**Input data**
◆ ◆ ◆

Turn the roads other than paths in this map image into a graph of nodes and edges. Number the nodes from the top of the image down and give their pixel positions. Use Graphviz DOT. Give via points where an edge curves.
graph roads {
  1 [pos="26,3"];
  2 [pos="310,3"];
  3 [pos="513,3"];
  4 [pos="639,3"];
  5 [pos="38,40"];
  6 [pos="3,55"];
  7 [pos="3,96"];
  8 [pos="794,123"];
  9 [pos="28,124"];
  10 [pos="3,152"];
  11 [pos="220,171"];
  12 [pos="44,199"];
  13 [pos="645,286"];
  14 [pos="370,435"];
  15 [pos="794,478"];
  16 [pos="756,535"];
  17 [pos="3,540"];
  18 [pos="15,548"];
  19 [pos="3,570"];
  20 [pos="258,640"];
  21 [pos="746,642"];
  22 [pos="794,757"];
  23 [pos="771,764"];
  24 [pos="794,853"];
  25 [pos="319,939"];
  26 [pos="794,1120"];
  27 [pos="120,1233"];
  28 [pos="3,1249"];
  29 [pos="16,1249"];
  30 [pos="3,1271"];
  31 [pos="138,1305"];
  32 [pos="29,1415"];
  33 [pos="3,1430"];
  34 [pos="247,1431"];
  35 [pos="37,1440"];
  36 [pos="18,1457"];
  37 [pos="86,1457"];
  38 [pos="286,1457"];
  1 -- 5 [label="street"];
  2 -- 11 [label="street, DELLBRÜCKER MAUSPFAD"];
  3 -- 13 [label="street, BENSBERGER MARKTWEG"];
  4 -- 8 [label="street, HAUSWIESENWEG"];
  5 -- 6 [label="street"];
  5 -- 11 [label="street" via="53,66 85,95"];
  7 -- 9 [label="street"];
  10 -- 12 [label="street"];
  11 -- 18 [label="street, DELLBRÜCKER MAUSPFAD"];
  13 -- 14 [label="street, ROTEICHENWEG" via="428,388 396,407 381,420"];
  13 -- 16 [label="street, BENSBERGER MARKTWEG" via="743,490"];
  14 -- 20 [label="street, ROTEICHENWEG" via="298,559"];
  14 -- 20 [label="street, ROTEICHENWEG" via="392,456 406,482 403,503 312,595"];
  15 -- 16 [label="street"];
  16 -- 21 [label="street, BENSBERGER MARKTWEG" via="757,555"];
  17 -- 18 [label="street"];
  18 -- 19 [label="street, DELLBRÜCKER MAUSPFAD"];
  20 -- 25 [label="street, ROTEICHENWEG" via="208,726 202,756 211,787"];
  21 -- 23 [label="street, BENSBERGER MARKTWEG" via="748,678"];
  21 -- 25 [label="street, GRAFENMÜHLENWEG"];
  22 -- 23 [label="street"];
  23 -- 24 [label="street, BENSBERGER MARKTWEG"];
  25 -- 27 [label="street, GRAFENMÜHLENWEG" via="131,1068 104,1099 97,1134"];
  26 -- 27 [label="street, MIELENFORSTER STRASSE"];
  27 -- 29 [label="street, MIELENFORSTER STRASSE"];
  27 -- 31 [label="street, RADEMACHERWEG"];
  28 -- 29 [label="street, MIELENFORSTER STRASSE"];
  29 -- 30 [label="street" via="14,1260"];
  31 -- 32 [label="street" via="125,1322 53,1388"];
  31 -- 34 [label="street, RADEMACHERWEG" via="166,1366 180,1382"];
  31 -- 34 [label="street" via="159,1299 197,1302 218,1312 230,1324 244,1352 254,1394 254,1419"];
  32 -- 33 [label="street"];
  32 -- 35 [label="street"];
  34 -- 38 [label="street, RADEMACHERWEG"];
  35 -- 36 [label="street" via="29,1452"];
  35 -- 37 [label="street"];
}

◆ ◆ ◆

Using the records above, copy each line that contains "MAUSPFAD".

  2 -- 11 [label="street, DELLBRÜCKER MAUSPFAD"];
  11 -- 18 [label="street, DELLBRÜCKER MAUSPFAD"];
  18 -- 19 [label="street, DELLBRÜCKER MAUSPFAD"];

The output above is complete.